Todo comienza cuando, en un primer momento, el partido (o la cúpula territorial correspondiente) designa los integrantes de la lista que concurrirá, con la del resto de formaciones, a las elecciones. Por tanto, cuantos más votos reciba cada una de ellas, más miembros conseguirá colocar el partido en cuestión. En un terreno más práctico, ¿esto qué significa? Que lo que está recibiendo cada partido en las elecciones es una cuota de poder determinada, puesto que una vez en el ayuntamiento o parlamento, esas personas ya solo obedecerán a la formación que los incluyó en la lista.
De esta manera, cuantos más delegados tenga cada partido, más influencia tendrá en las instituciones. Por esa razón, el poder decisorio no está ya en los parlamentos, que carecen de capacidad deliberativa real, sino que reside en las sedes de los partidos que dictan sus órdenes apoyándose en los porcentajes de poder que han obtenido. Por consiguiente, cuando en estas condiciones dos o más partidos se sientan a negociar un pacto, en realidad no deja de ser un reparto de cuota de poder y/o privilegios.
Consecuentemente, cuando el partido más votado no alcanza la mayoría suficiente para ocupar el poder ejecutivo, buscará tentar a otros partidos, para que le presten su apoyo y así poder gobernar. Es entonces cuando cobran vital importancia los llamados “partidos bisagra”. Por ahora, y según el barómetro del CIS del mes de abril, esa posición la ocuparían principalmente Podemos y Ciudadanos.
A pesar de que esa situación es muy golosa para estos partidos, y aunque suela primar la visión cortoplacista, no descuidan por completo el desgaste electoral que puede implicar una alianza en según qué circunstancias. Por ese motivo, es habitual que se pongan condiciones, convenientemente transmitidas al conocimiento público, para que su electorado potencial pueda entender legítimos este tipo de pactos. Ahora bien, la verdadera negociación suele tener lugar en sitios más discretos, en los que las conversaciones ya no trascienden con tanta generosidad al ámbito público. Ello se debe a que en ellas probablemente prime lo que podría llamarse una realpolitik interna. O sea, un tipo de política en la que se dejan a un lado consideraciones de tipo moral, para que predominen otro tipo de criterios.

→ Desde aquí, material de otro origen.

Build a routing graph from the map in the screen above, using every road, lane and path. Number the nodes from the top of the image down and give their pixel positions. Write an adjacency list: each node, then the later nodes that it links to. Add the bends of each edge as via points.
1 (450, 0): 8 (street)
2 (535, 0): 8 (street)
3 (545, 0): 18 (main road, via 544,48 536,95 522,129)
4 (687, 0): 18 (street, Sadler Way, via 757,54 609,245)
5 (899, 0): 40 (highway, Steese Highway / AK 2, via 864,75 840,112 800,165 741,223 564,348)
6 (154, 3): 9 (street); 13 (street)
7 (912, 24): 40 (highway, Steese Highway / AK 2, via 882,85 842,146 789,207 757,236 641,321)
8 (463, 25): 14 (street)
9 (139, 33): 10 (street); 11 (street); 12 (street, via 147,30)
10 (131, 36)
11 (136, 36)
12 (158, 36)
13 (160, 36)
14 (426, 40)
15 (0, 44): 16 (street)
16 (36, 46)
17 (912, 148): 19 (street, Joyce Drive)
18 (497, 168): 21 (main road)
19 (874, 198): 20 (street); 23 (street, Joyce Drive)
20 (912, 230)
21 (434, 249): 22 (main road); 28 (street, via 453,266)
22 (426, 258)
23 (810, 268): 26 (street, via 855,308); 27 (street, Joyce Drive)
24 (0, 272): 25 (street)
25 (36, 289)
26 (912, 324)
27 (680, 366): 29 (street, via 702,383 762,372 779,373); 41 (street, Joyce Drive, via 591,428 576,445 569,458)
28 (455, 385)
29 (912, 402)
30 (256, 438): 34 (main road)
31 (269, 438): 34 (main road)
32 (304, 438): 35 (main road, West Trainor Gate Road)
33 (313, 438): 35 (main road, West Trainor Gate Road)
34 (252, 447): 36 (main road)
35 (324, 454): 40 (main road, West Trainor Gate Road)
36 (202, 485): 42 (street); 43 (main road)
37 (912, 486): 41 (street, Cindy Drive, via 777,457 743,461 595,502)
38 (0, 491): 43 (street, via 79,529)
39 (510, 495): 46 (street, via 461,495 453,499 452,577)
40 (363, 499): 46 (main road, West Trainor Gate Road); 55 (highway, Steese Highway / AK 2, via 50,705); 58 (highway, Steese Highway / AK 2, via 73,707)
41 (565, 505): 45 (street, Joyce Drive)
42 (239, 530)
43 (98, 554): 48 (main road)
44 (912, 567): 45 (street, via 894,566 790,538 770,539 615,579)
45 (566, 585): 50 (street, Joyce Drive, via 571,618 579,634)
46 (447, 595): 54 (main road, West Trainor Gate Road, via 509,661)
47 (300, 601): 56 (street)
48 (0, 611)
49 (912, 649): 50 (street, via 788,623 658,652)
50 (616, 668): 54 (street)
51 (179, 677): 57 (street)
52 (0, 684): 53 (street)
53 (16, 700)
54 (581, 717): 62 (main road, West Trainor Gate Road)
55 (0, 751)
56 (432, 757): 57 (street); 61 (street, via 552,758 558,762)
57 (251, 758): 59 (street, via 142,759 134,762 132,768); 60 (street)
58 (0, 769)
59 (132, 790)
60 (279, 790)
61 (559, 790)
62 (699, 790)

Asimismo, también es habitual encontrarse con que distintas formaciones, a pesar de que ninguna de ellas haya sido la más votada, pueden alcanzar el poder. En casos como este no suele haber grandes desequilibrios, ya que las formaciones políticas se encuentran en una posición más parecida. Pero, la dinámica de negociación no difiere en mucho de la otra, salvo que en esta ocasión se busca conformar un programa sobre el que pivote la acción política, en vez de que la formación “grande” acepte, o no, las condiciones de la formación que aspira a ser “bisagra”.
Sin embargo, no conviene olvidar que, en ambos casos, son las circunstancias las que han obligado a pactar. Resulta incómodo para los partidos compartir el poder, aunque les parece peor no tenerlo. Aún así, deberíamos preguntarnos ¿cuánto margen de maniobra ofrecen los votos que reciben los partidos? No se trata solamente de que una vez que los partidos reciben los votos (cuota de poder) luego actúan como desean, sino que además los utilizan como instrumento en la negociación con otros partidos. ¿Cómo interpretan la voluntad, el deseo o la ilusión que hay tras los votos?, ¿acaso los partidos mantienen tal grado de empatía cuando pactan? Las élites negocian, llegan a acuerdos, pero en última instancia están mercadeando con estos votos.